_PROVIDED MATERIAL_:

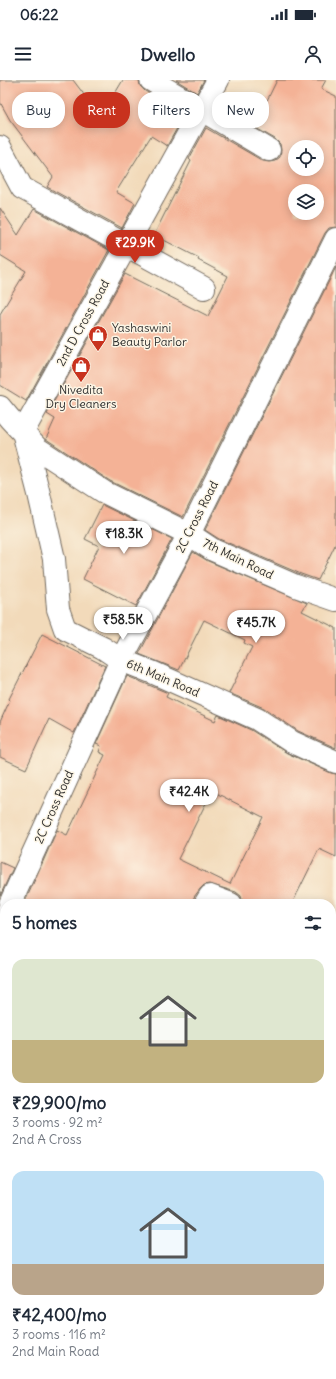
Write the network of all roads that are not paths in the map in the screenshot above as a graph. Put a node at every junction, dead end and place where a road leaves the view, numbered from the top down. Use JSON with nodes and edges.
{"nodes":[{"id":1,"x":151,"y":80,"type":"edge"},
{"id":2,"x":218,"y":80,"type":"edge"},
{"id":3,"x":171,"y":92,"type":"edge"},
{"id":4,"x":204,"y":106,"type":"edge"},
{"id":5,"x":204,"y":111,"type":"edge"},
{"id":6,"x":192,"y":128,"type":"edge"},
{"id":7,"x":0,"y":147,"type":"edge"},
{"id":8,"x":268,"y":150,"type":"dead end"},
{"id":9,"x":336,"y":239,"type":"edge"},
{"id":10,"x":126,"y":245,"type":"junction"},
{"id":11,"x":204,"y":288,"type":"dead end"},
{"id":12,"x":0,"y":407,"type":"edge"},
{"id":13,"x":23,"y":432,"type":"junction"},
{"id":14,"x":189,"y":534,"type":"junction"},
{"id":15,"x":336,"y":600,"type":"edge"},
{"id":16,"x":121,"y":660,"type":"junction"},
{"id":17,"x":336,"y":762,"type":"edge"},
{"id":18,"x":12,"y":899,"type":"edge"}],
"edges":[{"from":1,"to":3,"type":"street"},
{"from":2,"to":4,"type":"street","name":"2nd D Cross Road"},
{"from":5,"to":8,"type":"street"},
{"from":6,"to":10,"type":"street","name":"2nd D Cross Road"},
{"from":7,"to":10,"type":"street"},
{"from":9,"to":14,"type":"street","name":"2C Cross Road"},
{"from":10,"to":11,"type":"street"},
{"from":10,"to":13,"type":"street","name":"2nd D Cross Road"},
{"from":12,"to":13,"type":"street","name":"7th Main Road"},
{"from":13,"to":14,"type":"street","name":"7th Main Road"},
{"from":13,"to":16,"type":"street","name":"6th Main Road"},
{"from":14,"to":15,"type":"street","name":"7th Main Road"},
{"from":14,"to":16,"type":"street","name":"2C Cross Road"},
{"from":16,"to":17,"type":"street","name":"6th Main Road"},
{"from":16,"to":18,"type":"street","name":"2C Cross Road"}]}
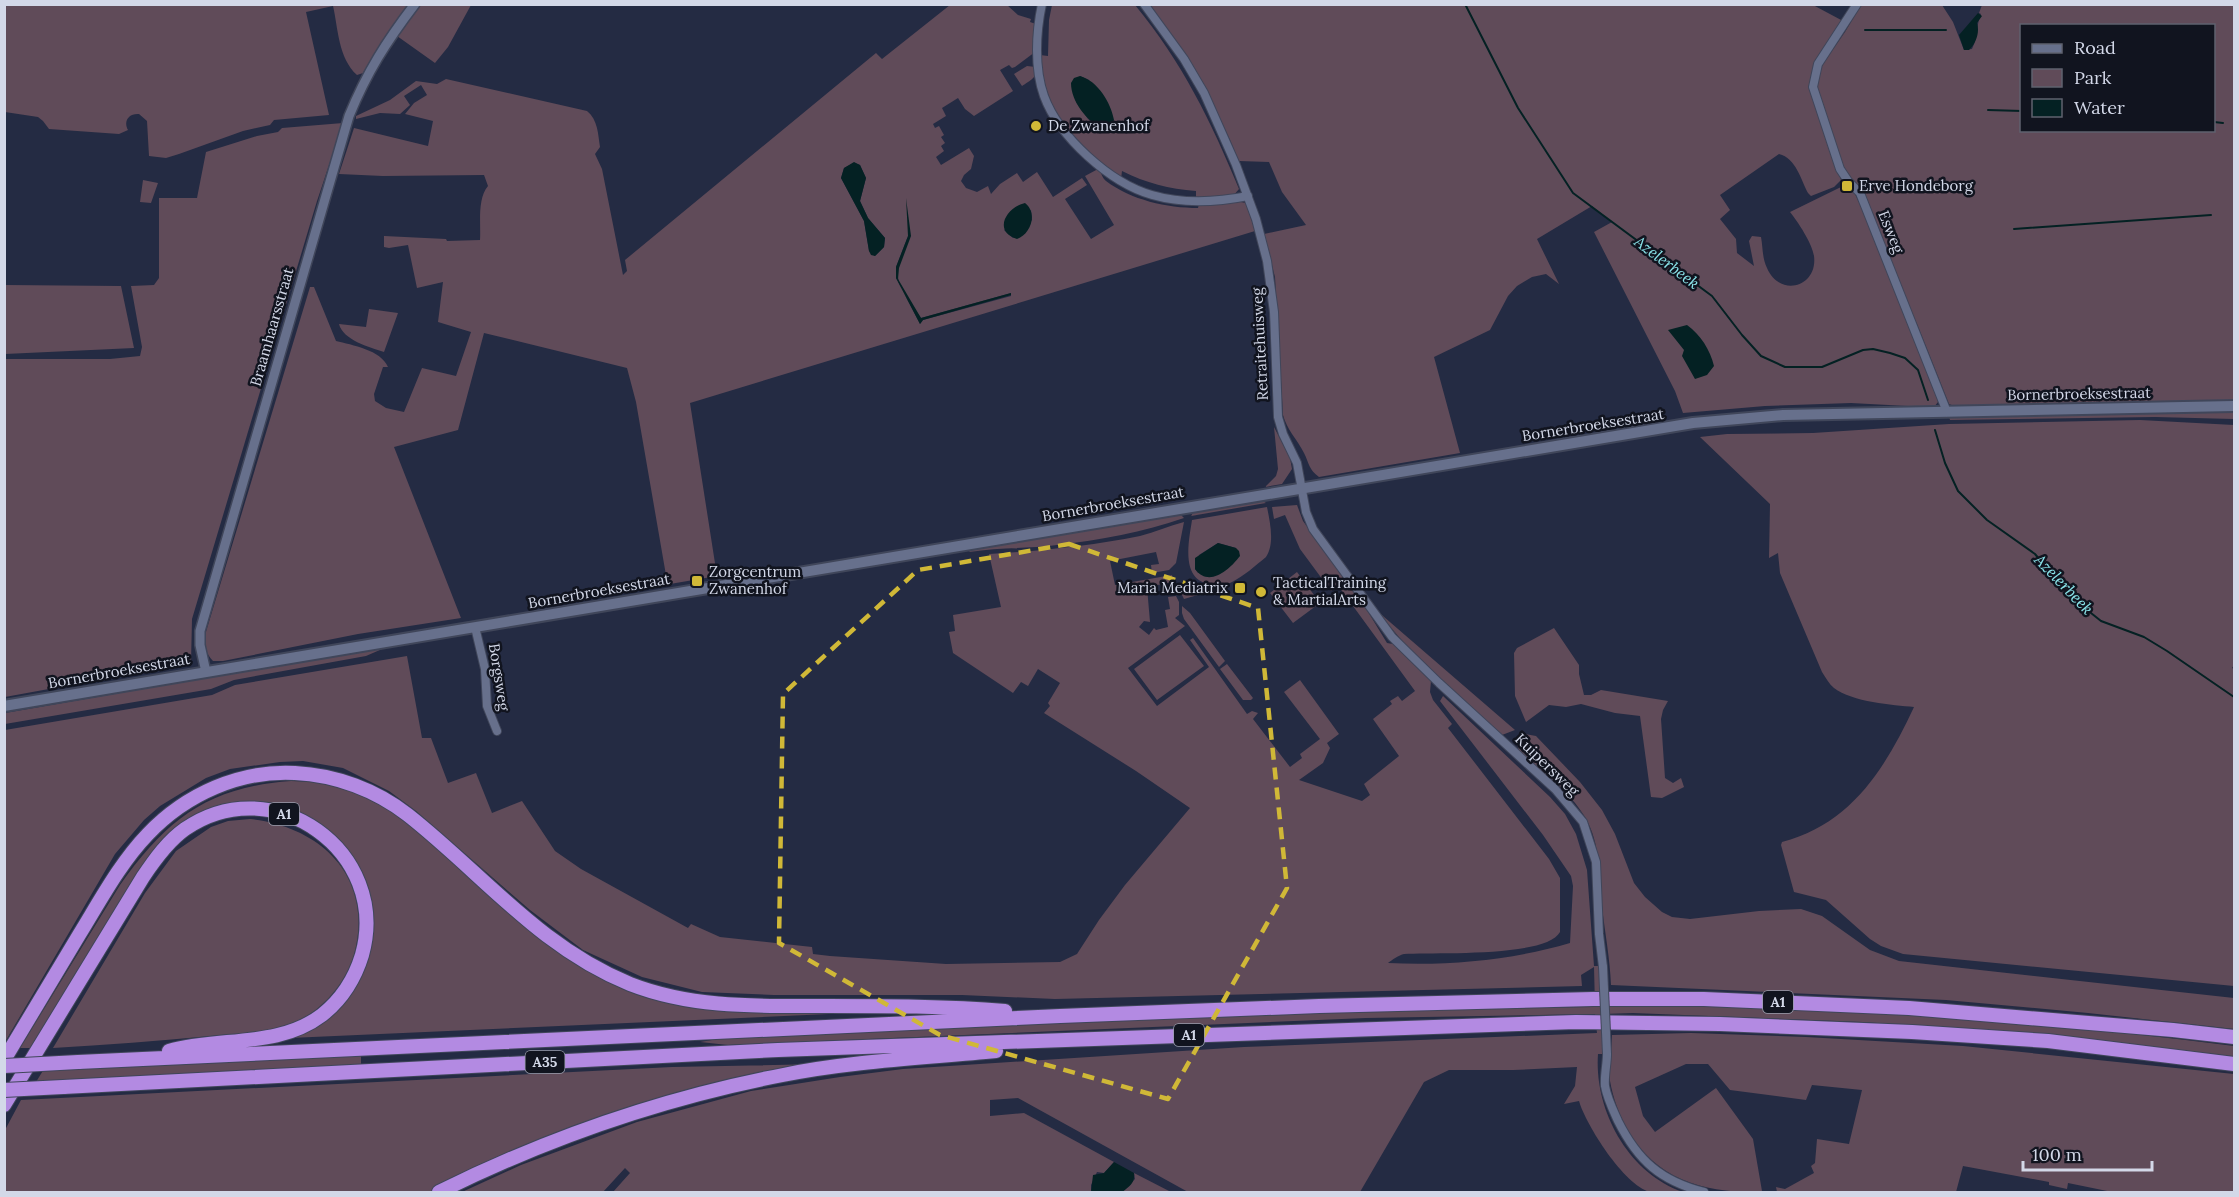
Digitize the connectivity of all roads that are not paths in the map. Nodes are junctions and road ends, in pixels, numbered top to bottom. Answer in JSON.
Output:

_WHAT IS BEING ASKED_: Reproduce exactly the line that holds "Digitize the connectivity", then every line after it, ending with the final line of the records above.

_SOLUTION TO THIS EXERCISE_:
Digitize the connectivity of all roads that are not paths in the map. Nodes are junctions and road ends, in pixels, numbered top to bottom. Answer in JSON.
Output:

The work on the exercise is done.